Mary stopped short and turned very white; she looked anxiously at Mrs Vallance, who was pouring out tea. Was it Squire Chelwood they had killed, or was it Hamlet? She did not dare to ask any questions.

"Is anything the matter, my dear child?" asked Mrs Vallance. "You look frightened, and so pale."

Mary murmured something about being tired, and crept into her place at the table.

"I never like those expeditions to Maskells," continued Mrs Vallance; "you all run about so wildly and excite yourselves so much."

"Morris says," said Mr Vallance, turning round from the window, "that all his finest pullets are gone, too, and some of his ducks."

Morris was the poultry-man at the White House.

"Do you hear that, Mary?" said Mrs Vallance. "Morris has just been down to tell your father that the poultry-yard was robbed yesterday."

"And your old enemy the great turkey gobbler was found dead on the ground," added Mr Vallance.

Mary breathed again. If it were only the turkey gobbler.

"Was anything else killed?" she asked in a trembling voice.

"How they managed it I can't think," repeated Mr Vallance; "and they appear to have got clear off with their spoil, there's no trace of them."

"Except the poor turkey gobbler," said Mrs Vallance.

"Did they get into the house?" Mary now ventured to ask.

"No, my dear, no; they were not so daring as that. This sort of tramps is not too fond of going where there are likely to be dogs and pistols."

"We must take warning by this, Mary," said Mrs Vallance, "and be careful about our fowl-house; it would not do to lose my cochin-chinas or your pretty white bantams in the same way."

"I don't suppose there's much fear of their attempting a second robbery in the same place," said Mr Vallance. "They're probably far enough away by this time; still, I'm sorry we've no dog now.

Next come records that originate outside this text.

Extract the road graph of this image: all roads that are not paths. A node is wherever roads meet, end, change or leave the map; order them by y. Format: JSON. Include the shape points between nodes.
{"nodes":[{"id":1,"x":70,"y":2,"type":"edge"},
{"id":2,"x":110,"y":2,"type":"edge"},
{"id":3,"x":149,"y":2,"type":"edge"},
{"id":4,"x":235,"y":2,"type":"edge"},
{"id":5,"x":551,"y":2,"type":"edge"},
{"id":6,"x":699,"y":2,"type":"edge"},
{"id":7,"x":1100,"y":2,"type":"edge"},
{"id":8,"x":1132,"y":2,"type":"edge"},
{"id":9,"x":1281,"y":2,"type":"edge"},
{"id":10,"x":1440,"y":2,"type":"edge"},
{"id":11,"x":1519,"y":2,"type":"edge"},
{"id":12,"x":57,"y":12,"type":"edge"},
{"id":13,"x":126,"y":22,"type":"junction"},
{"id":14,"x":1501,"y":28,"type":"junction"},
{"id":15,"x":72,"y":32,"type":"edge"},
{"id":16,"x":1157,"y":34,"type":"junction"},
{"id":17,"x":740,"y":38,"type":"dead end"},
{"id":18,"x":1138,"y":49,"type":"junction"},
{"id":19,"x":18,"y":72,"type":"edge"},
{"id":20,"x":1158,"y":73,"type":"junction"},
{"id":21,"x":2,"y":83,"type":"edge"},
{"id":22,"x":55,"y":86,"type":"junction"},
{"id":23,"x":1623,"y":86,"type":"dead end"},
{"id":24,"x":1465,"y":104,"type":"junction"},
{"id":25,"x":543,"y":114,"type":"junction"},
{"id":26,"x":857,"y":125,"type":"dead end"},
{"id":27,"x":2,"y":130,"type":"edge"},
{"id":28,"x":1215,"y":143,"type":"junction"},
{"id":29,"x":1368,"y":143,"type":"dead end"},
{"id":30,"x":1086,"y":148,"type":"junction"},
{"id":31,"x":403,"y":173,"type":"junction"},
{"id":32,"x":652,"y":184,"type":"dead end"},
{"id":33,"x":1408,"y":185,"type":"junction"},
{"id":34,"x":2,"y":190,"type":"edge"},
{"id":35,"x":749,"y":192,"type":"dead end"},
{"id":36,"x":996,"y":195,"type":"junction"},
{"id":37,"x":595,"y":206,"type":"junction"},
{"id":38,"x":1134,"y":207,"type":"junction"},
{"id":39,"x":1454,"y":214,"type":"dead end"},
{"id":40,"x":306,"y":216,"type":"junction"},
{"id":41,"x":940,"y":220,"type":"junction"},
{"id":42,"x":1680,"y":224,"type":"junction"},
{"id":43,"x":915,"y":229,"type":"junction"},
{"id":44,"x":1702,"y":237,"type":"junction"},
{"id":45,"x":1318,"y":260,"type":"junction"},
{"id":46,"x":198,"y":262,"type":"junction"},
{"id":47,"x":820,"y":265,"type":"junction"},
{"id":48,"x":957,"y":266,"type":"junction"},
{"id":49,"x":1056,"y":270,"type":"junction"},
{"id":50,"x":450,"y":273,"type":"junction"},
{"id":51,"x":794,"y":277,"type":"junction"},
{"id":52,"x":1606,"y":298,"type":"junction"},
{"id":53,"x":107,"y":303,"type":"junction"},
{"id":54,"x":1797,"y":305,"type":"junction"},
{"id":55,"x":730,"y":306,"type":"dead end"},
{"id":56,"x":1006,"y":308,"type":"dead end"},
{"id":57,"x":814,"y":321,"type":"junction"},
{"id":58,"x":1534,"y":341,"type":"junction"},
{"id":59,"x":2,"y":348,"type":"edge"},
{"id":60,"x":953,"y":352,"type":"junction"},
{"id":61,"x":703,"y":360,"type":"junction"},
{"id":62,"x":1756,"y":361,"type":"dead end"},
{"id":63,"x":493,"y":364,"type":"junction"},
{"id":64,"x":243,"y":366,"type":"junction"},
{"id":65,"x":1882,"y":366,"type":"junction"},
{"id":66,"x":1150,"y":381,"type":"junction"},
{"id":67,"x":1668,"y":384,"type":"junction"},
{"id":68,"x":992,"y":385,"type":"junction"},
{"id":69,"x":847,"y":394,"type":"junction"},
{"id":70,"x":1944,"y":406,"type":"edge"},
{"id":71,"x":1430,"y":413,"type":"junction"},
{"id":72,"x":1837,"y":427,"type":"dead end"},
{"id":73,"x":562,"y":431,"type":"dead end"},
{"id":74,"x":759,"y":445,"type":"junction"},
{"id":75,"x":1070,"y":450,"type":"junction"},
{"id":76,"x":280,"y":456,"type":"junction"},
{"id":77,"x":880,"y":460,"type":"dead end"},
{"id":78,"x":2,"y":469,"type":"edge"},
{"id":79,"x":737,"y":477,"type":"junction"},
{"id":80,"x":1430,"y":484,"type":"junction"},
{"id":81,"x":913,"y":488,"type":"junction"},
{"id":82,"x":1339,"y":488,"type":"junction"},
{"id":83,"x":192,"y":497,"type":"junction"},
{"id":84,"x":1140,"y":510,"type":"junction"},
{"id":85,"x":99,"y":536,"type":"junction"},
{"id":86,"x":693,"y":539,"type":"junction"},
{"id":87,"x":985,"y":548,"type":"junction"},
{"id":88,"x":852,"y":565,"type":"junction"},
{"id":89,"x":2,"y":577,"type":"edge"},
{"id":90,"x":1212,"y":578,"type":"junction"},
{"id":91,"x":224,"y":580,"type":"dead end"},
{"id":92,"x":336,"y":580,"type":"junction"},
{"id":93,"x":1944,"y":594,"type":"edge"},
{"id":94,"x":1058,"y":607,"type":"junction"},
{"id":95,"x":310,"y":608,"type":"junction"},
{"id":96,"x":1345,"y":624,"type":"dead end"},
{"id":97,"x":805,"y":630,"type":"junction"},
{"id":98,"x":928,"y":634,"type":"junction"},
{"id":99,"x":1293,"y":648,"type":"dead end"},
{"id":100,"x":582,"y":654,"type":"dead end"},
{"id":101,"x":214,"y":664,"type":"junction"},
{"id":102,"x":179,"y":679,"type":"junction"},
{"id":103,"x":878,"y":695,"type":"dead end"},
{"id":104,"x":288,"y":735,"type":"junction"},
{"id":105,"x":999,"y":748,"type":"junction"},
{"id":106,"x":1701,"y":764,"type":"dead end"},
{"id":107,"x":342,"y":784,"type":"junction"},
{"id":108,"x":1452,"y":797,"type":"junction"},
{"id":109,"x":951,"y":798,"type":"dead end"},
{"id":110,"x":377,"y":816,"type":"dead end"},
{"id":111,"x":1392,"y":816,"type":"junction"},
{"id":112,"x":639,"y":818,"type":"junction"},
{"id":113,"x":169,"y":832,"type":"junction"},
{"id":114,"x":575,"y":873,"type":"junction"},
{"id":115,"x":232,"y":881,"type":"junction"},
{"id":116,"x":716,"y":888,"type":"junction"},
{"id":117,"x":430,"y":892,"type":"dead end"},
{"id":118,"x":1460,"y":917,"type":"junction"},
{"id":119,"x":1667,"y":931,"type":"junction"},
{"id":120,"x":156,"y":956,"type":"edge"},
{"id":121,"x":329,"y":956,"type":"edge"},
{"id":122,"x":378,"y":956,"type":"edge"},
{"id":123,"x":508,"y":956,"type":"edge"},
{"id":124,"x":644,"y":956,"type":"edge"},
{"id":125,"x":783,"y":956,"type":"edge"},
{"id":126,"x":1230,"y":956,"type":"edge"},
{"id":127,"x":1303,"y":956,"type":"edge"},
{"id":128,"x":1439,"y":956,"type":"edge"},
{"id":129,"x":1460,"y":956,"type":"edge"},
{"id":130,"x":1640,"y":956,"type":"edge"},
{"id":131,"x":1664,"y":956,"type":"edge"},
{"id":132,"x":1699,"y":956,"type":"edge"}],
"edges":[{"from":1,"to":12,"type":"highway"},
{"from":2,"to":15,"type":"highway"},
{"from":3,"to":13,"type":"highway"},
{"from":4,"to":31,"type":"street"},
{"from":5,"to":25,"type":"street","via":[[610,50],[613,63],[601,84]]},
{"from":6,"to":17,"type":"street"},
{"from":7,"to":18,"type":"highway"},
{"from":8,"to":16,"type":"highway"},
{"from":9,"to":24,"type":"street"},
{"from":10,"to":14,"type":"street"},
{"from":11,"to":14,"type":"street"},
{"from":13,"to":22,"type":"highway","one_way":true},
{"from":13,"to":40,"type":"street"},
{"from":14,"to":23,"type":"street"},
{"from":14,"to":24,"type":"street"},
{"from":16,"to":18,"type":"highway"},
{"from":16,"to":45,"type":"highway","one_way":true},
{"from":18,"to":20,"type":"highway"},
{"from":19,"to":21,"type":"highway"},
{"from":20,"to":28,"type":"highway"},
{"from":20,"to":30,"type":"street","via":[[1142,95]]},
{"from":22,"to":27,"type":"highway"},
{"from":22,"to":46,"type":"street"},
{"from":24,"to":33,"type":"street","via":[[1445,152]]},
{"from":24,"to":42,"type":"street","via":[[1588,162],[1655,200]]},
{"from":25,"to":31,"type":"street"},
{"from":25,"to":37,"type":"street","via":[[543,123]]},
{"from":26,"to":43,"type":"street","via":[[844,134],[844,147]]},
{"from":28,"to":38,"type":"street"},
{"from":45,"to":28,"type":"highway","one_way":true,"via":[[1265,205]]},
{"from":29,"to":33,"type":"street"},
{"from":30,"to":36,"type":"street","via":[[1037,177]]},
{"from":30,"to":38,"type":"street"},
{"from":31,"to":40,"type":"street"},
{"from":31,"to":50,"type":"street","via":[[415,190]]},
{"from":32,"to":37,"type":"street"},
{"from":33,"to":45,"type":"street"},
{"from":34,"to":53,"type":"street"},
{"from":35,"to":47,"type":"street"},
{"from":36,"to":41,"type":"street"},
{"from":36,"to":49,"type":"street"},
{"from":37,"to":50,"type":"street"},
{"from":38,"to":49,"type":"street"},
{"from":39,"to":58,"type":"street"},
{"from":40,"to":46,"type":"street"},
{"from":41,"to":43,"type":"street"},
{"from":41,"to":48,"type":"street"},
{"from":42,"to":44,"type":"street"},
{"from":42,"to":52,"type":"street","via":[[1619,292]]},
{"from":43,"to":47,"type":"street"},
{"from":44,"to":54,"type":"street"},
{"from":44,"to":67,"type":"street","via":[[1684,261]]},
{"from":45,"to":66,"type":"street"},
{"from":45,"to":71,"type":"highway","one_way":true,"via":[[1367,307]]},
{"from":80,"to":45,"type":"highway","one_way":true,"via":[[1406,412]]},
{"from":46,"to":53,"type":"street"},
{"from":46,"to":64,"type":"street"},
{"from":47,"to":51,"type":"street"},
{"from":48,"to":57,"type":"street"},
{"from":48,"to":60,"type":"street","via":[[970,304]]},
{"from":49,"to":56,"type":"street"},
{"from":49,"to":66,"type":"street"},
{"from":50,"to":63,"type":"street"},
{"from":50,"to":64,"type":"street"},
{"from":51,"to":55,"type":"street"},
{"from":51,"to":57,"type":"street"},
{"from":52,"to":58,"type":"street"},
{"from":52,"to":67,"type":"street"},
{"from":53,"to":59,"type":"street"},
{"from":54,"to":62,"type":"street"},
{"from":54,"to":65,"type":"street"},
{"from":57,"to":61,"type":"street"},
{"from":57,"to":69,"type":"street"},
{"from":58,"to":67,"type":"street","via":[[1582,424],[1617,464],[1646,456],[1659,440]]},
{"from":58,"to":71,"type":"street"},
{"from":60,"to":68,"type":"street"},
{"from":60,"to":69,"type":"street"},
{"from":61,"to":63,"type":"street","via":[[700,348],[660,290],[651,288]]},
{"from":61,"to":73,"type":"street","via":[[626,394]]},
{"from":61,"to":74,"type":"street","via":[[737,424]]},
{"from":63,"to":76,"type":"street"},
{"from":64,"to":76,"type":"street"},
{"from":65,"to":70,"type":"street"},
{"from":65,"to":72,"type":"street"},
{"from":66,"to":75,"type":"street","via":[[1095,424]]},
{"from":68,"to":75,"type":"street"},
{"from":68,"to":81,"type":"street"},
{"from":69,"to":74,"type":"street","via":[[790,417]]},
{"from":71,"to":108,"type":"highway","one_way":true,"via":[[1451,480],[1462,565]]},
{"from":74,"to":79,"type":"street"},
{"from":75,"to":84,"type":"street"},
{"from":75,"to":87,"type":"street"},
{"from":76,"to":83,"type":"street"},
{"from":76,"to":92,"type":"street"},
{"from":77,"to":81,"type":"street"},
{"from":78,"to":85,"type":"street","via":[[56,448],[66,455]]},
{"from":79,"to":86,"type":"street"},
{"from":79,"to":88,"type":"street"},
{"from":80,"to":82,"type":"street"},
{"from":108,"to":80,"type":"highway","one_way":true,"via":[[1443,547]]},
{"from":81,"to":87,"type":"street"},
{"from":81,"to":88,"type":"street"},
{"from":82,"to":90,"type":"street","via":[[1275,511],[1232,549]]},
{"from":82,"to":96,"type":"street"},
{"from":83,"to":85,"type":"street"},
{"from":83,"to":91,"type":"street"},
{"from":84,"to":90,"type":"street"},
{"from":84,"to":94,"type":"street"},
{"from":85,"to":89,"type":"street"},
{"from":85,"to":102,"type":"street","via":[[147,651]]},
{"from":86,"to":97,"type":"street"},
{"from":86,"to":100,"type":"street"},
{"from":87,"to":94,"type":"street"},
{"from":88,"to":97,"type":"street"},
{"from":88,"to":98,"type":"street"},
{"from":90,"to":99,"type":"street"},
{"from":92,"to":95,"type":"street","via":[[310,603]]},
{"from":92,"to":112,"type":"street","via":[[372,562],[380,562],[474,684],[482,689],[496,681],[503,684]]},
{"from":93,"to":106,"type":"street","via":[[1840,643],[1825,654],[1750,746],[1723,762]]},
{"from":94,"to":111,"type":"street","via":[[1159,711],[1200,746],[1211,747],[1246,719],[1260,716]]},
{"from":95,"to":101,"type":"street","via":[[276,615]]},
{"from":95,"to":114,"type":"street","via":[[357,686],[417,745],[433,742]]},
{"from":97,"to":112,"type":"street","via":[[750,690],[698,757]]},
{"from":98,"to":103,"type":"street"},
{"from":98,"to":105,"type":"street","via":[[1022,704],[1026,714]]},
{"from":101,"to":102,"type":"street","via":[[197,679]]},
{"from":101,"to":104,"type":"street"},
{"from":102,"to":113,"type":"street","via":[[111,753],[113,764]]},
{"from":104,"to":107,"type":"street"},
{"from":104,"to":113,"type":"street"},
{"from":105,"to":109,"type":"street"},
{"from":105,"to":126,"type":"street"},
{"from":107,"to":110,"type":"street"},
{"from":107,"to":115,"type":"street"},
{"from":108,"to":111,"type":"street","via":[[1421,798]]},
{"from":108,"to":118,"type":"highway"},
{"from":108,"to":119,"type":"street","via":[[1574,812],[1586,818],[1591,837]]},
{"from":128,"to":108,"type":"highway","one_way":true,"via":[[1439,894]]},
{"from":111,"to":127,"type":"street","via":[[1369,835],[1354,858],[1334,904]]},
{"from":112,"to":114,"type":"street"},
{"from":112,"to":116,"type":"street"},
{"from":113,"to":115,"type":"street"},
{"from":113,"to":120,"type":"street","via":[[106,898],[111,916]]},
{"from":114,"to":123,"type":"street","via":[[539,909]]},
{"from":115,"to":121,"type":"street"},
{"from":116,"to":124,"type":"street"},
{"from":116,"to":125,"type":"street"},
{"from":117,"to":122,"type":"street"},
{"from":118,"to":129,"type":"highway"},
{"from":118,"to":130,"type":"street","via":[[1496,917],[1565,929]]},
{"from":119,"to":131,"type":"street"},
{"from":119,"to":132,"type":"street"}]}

Poor old Brutus! We miss him, don't we?"

While all this was going on Mary felt as guilty as if she had stolen the fowls and killed the turkey gobbler. She knew where the thieves were, safely hidden in the old house, and no doubt planning some other dreadful deed. If she could only have spoken! Her food tasted like dry chips in her mouth, she swallowed it with the utmost difficulty, and it was only by taking great gulps of tea that she could get on at all. Mrs Vallance noticed her disturbed looks.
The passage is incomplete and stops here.